Catherine L. Ormerod, MSS, MLSP (00:01):

Hello everybody. I'm Cathy Ormerod. I'm the executive vice president for strategy and mission here at Living Beyond Breast Cancer. And we have a presentation on some of the key findings from the 2021 ASCO meeting annual meeting. Generally, this meeting takes place in person in Chicago, and there are about 35,000 and counting people attending. However, of course this year it was virtual as it was last year, but we're fortunate the research has gone on and the findings have gone on, and we are also fortunate because we have Dr. Lisa Carey with us today to provide some detail on the key takeaways from that meeting. So thank you for joining us, Dr. Carey.

Lisa A. Carey, MD, FASCO (00:49):

It's my pleasure. Thank you.

Catherine L. Ormerod, MSS, MLSP (00:51):

I'm going to give you a quick bio for Dr. Carey. She is the Richardson and Marilyn Jacobs Preyer Distinguished Professor in Breast Cancer Research in the department of medicine at the University of North Carolina. And she is also the deputy director of clinical sciences at the Lineberger Comprehensive Cancer Center. A mouthful. Welcome again. So, Dr. Carey, let's jump in. Our community is always like other oncologists and patient advocates: we're always looking for kind of the big takeaways. Were there any practice-changing headlines that we can start with? And we can get into some of the more nuanced details, but some say that the OlympiA trial was one of those practice-changing ones. Would you agree?

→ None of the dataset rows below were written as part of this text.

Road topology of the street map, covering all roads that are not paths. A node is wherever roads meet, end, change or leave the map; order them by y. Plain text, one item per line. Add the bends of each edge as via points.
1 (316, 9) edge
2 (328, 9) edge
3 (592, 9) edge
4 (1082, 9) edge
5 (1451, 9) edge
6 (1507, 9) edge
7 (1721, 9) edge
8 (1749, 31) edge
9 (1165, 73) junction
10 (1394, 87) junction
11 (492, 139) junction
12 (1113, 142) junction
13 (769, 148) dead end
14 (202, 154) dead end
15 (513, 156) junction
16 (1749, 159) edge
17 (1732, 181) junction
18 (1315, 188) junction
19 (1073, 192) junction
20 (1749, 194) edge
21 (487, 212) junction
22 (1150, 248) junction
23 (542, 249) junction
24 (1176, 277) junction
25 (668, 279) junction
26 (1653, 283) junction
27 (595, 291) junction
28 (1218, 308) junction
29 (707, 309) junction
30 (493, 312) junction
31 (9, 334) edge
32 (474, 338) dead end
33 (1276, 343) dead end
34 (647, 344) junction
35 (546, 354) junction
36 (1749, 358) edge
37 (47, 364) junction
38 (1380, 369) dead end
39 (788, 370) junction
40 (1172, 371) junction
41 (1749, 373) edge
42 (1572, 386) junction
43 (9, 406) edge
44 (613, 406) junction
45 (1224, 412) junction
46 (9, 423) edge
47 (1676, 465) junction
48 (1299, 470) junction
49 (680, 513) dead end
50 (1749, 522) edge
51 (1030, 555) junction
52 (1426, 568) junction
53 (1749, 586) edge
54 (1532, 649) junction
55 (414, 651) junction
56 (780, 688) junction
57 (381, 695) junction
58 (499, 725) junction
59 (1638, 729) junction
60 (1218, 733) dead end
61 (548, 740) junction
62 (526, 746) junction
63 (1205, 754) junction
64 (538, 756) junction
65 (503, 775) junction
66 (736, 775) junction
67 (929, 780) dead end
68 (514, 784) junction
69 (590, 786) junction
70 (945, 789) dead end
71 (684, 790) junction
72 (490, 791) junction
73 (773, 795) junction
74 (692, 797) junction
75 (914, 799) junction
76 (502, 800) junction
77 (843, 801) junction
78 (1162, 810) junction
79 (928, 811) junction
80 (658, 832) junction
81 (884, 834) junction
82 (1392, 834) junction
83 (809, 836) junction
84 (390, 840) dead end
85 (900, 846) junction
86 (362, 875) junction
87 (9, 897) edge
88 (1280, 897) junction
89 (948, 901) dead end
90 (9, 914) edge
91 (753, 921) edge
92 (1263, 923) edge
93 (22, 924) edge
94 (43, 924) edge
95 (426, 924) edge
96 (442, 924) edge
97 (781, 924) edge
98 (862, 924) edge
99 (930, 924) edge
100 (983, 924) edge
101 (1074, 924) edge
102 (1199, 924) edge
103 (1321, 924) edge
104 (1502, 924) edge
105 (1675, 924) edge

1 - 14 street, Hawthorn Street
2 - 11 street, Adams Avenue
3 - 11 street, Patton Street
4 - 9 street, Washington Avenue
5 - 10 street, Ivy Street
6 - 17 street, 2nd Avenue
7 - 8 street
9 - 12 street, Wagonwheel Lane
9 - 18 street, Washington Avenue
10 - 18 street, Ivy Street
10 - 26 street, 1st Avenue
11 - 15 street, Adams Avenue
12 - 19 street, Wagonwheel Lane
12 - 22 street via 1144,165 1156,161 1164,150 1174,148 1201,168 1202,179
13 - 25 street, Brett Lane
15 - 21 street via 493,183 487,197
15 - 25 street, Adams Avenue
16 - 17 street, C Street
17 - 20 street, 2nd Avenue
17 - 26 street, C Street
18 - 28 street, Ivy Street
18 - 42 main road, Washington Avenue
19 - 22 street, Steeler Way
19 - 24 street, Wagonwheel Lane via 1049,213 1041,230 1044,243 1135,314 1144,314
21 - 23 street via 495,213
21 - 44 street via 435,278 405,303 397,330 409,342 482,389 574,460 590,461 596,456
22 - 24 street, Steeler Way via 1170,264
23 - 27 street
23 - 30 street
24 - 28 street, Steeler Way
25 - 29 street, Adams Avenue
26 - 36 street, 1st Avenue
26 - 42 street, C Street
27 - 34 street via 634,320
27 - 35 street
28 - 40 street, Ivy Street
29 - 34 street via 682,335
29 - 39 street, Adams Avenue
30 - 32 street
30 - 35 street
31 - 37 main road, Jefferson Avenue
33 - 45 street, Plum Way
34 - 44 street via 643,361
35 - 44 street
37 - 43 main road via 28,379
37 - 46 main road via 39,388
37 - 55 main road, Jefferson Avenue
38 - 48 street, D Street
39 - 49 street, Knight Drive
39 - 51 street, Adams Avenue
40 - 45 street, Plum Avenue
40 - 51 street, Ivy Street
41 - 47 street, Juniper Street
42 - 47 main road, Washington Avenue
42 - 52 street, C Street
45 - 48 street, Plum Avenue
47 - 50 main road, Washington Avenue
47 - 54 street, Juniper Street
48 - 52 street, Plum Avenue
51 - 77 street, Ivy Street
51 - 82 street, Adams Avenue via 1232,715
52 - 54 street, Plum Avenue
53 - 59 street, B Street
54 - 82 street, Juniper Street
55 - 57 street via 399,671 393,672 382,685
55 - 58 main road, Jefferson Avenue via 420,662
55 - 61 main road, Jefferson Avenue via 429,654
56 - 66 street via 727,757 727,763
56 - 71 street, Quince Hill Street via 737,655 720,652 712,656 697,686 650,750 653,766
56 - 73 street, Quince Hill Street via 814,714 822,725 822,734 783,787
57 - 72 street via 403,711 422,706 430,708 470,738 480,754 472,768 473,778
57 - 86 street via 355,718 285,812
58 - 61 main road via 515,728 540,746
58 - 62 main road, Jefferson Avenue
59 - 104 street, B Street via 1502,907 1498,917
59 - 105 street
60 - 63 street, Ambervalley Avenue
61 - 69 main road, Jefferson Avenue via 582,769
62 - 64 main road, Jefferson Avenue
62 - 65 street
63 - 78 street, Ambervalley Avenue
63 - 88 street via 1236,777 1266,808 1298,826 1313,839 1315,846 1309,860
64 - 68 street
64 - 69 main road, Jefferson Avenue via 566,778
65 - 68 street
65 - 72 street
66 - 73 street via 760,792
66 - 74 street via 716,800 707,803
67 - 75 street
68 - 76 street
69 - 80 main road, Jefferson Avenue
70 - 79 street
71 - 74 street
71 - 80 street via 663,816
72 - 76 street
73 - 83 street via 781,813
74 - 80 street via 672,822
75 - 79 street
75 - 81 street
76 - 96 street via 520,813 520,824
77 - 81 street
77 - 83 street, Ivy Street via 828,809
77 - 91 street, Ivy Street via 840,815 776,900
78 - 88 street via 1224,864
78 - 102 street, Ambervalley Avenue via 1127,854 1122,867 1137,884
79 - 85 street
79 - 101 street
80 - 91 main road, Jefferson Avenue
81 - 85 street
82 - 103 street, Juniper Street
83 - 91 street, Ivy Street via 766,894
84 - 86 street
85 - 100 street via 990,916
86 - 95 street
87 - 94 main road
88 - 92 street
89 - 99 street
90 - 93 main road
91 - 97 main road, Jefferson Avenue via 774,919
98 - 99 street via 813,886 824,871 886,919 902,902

Lisa A. Carey, MD, FASCO (01:49):

I do agree. And OlympiA is distinguished from OlympiAD, which was the one that came before it in the metastatic setting. So Olympia is the adjuvant use of olaparib, which is a PARP inhibitor in women with early-stage breast cancer — so non-metastatic breast cancer — that's what we call BRCA associated. They have an inherited germline mutation in either BRCA1 or BRCA2, the two main familial cancer (breast and ovarian cancer) susceptibility genes. I think it was practice changing because it showed an advantage to using more than 40 percent to giving a year of olaparib after chemotherapy to these women.

Catherine L. Ormerod, MSS, MLSP (02:39):

So, after treatment is done, you add another. And so this is for the inherited BRCA mutations, as you mentioned. When are people generally tested for BRCA mutations, and how do they know…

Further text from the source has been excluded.